━━━ Data to use ━━━

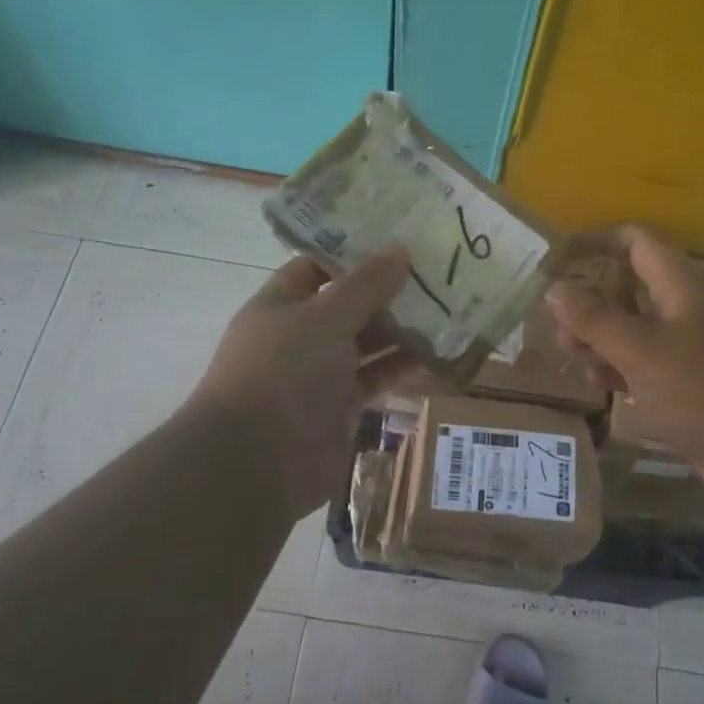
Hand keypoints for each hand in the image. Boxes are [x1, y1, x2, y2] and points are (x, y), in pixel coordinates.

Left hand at [189, 249, 415, 521]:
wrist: (256, 463)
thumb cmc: (283, 373)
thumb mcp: (326, 317)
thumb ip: (365, 285)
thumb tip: (400, 248)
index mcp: (281, 305)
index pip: (317, 267)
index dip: (353, 253)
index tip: (397, 240)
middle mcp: (299, 335)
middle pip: (348, 305)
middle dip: (387, 291)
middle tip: (436, 274)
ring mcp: (319, 373)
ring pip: (366, 342)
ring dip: (401, 330)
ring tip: (447, 309)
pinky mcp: (341, 407)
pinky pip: (376, 377)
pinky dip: (402, 367)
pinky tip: (438, 353)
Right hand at [547, 227, 703, 498]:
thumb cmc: (703, 389)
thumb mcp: (639, 350)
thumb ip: (594, 318)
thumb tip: (555, 288)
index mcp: (681, 286)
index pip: (637, 243)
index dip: (598, 243)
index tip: (561, 258)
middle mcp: (688, 309)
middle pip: (631, 289)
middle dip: (591, 303)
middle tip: (558, 328)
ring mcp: (693, 348)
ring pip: (637, 330)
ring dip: (602, 340)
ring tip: (572, 359)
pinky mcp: (694, 385)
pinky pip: (650, 365)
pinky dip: (623, 370)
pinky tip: (602, 387)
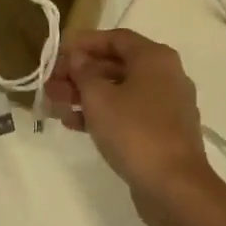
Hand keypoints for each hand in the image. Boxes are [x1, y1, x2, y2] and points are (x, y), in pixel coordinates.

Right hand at [45, 28, 219, 222]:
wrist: (174, 187)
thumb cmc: (135, 131)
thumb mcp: (99, 97)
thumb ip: (84, 72)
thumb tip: (79, 57)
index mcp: (155, 58)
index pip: (115, 38)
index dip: (84, 43)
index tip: (58, 53)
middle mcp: (165, 76)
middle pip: (115, 65)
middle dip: (80, 73)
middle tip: (50, 84)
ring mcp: (166, 105)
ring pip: (119, 91)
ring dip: (86, 95)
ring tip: (55, 106)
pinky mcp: (162, 132)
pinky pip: (128, 113)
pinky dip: (102, 114)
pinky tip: (74, 124)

━━━

◆ What needs to be done ◆
When you reach the line containing "thumb tip: (555, 288)" in the entries above, please retype it and each line after it through the last one, exactly, without the pictures.

◆ Exercise response ◆
thumb tip: (555, 288)
index mcp: (681, 286)
index pip: (637, 243)
index dip: (598, 243)
index tip: (561, 258)
middle mcp: (688, 309)
middle pip: (631, 289)
middle dip: (591, 303)
middle tip: (558, 328)
ring mcp: (693, 348)
ring pip: (637, 330)
ring dip: (602, 340)
ring tip: (572, 359)
pinky mcp: (694, 385)
pinky pip: (650, 365)
pinky dip: (623, 370)
pinky tip: (602, 387)
Hand keypoints for each hand in the image. Boxes are [x1, y1, x2, y2] and points are (x, y), in pixel coordinates.

Right hand at [45, 28, 219, 222]:
wrist: (174, 187)
thumb cmc: (135, 131)
thumb mcp: (99, 97)
thumb ip: (84, 72)
thumb tip: (79, 57)
index mcp: (155, 58)
index pip: (115, 38)
index dip: (84, 43)
index tip: (58, 53)
middle mcp: (165, 76)
middle pip: (115, 65)
middle dip: (80, 73)
middle tip: (50, 84)
ring mcp: (166, 105)
ring pip: (119, 91)
ring dip: (86, 95)
ring tip: (55, 106)
pinky mcp: (162, 132)
pinky pip: (128, 113)
pinky dip: (102, 114)
pinky tip: (74, 124)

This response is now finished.